↓↓↓
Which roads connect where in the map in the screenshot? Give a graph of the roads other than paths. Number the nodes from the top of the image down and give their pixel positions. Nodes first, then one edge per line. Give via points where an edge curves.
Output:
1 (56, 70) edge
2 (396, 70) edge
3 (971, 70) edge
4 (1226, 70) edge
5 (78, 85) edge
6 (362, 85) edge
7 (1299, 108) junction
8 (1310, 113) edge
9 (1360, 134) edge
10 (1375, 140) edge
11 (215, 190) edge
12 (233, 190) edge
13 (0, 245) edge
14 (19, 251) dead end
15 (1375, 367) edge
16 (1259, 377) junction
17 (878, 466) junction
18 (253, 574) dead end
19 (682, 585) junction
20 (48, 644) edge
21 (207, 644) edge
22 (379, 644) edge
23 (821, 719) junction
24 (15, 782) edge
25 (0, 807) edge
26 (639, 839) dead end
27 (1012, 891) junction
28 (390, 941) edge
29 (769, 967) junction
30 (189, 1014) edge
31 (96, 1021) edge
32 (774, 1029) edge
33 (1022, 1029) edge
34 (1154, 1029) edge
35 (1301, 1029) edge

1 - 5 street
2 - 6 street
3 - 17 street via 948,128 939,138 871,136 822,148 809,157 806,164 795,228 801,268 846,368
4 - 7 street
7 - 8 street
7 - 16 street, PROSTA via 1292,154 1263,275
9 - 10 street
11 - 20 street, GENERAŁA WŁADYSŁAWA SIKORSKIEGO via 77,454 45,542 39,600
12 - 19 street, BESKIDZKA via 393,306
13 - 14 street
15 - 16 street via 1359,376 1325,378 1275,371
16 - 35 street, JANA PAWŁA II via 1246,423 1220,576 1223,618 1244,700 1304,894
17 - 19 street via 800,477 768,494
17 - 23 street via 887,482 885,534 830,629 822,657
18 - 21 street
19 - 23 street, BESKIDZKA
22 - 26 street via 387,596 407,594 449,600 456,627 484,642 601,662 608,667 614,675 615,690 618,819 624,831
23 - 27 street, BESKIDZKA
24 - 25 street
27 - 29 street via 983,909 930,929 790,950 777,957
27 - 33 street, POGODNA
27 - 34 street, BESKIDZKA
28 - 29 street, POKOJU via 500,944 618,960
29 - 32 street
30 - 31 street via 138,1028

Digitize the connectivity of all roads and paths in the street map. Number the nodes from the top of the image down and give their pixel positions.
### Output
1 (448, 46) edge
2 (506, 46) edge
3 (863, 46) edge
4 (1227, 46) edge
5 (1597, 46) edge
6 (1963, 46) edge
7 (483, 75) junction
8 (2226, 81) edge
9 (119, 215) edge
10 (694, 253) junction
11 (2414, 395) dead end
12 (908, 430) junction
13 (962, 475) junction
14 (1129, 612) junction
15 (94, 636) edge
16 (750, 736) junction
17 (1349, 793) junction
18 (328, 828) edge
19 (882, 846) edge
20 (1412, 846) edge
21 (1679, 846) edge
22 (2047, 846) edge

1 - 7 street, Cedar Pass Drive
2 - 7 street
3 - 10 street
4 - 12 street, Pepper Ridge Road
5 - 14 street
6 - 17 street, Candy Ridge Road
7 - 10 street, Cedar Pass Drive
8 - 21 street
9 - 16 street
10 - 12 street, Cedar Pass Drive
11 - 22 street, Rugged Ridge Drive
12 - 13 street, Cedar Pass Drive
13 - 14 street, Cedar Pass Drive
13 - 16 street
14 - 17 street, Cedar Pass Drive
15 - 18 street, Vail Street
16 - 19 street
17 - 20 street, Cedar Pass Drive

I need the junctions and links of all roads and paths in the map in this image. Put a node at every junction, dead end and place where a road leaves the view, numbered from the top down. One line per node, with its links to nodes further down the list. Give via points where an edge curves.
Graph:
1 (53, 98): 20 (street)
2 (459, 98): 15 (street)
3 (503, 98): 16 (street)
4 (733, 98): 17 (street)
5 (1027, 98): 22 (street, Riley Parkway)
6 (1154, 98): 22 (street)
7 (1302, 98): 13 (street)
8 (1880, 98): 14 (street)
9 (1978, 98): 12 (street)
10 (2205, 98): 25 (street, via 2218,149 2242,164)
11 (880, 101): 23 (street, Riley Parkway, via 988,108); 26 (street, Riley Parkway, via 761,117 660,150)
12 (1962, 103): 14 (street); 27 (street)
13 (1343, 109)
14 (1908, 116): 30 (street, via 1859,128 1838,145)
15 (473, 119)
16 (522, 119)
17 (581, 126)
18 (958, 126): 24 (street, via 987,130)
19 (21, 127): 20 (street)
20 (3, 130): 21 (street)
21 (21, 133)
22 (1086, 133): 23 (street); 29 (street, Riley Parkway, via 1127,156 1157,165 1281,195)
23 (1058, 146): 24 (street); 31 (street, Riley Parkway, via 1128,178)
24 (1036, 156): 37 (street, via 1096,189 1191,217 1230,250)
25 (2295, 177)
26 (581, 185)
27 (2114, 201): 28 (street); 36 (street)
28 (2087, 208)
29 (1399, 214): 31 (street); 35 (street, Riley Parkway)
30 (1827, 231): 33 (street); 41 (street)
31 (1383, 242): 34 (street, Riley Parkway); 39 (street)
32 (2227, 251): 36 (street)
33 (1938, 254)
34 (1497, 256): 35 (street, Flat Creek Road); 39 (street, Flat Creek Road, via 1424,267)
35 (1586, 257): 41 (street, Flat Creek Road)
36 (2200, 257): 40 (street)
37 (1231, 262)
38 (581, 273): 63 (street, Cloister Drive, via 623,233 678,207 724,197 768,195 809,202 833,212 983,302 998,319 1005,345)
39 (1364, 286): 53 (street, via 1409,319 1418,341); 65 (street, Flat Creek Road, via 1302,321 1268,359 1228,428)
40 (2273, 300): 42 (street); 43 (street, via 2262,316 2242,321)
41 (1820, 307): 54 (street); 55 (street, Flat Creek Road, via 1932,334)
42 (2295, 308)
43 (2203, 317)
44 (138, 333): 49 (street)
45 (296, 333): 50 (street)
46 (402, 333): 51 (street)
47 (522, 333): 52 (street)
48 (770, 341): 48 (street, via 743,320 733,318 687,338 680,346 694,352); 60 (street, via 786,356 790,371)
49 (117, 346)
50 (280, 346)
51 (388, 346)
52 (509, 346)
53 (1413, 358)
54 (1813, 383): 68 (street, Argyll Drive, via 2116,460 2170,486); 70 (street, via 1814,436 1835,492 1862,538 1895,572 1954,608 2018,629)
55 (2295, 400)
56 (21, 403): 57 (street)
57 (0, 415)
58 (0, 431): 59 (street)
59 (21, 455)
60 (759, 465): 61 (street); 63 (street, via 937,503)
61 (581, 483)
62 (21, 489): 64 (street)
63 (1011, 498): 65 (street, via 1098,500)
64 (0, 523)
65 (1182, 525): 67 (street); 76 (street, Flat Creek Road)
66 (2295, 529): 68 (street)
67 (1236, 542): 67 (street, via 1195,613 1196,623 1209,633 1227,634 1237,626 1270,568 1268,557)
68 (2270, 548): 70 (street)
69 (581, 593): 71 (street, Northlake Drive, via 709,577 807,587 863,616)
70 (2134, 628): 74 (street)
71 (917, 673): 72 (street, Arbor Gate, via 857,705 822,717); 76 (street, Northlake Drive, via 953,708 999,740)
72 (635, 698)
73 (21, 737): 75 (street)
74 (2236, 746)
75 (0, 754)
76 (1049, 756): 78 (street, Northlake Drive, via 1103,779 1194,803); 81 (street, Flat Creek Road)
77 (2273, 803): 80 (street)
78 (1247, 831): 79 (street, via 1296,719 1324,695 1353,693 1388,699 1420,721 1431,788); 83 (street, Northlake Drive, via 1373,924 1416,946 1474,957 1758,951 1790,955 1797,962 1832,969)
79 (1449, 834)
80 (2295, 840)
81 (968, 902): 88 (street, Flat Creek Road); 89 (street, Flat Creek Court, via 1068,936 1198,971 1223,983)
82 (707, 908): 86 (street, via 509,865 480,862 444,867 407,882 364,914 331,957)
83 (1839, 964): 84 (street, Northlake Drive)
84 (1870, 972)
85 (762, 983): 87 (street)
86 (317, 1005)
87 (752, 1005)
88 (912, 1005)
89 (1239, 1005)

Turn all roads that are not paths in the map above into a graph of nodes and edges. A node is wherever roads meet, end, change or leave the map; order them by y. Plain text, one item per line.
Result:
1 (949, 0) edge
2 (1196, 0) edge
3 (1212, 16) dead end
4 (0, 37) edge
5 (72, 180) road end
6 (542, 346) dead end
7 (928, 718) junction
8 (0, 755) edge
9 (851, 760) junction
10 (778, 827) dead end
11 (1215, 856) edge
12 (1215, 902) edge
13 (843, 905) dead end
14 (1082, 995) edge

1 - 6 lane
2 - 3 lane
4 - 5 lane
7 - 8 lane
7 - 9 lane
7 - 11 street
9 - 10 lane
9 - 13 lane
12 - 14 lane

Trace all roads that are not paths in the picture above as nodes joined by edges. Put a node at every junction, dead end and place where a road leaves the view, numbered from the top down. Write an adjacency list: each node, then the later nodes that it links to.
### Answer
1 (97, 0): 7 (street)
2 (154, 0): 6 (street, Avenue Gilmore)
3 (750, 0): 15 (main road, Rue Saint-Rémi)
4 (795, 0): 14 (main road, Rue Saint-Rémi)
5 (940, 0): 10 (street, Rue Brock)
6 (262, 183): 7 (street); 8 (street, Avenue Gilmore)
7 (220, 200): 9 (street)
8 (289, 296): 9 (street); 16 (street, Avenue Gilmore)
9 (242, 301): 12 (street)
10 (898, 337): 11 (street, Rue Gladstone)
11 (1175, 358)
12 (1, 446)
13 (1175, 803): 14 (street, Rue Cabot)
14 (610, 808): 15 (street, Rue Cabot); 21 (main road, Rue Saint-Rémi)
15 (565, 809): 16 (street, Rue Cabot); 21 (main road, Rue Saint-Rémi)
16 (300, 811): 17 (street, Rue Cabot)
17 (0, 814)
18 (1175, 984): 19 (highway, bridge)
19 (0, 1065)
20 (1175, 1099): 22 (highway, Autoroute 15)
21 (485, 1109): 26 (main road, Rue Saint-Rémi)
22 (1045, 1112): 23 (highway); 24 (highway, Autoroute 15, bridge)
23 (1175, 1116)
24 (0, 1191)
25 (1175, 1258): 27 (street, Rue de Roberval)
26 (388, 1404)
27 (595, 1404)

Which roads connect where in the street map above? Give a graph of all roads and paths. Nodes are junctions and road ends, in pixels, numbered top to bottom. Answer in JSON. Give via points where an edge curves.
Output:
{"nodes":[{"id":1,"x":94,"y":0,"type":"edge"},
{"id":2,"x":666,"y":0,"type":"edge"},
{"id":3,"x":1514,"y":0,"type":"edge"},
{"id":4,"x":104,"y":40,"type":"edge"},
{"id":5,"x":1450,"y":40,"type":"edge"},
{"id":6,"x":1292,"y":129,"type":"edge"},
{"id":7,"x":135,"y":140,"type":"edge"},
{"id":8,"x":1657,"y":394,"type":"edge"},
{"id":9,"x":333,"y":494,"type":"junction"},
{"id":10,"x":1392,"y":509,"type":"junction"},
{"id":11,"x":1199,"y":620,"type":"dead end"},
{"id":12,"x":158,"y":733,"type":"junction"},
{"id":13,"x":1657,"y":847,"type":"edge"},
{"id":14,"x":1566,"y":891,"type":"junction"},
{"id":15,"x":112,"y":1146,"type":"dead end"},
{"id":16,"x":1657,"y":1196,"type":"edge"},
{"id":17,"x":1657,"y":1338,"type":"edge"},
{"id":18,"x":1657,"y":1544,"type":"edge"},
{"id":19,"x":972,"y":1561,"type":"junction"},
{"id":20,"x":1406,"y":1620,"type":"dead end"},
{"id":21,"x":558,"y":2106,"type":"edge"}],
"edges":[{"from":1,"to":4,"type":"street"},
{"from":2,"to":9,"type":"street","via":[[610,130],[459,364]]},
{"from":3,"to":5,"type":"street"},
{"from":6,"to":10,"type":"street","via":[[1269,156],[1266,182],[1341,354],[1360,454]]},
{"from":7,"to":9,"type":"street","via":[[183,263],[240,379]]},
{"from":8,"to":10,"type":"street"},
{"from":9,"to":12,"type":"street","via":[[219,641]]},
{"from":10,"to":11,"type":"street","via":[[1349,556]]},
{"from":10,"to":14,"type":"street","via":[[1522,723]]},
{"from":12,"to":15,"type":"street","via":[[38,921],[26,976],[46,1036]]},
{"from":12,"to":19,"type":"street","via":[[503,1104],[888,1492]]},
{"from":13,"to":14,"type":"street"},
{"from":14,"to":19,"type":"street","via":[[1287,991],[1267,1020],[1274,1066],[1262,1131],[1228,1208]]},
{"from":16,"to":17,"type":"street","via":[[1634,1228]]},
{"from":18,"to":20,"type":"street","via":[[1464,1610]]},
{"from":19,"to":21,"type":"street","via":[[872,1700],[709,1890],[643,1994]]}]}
↑↑↑
* _What is being asked_
Across all the records above, find each line with "Answer" in it and copy it.

* _Task output_
### Answer
Which roads connect where in the street map above? Give a graph of all roads and paths. Nodes are junctions and road ends, in pixels, numbered top to bottom. Answer in JSON. Give via points where an edge curves.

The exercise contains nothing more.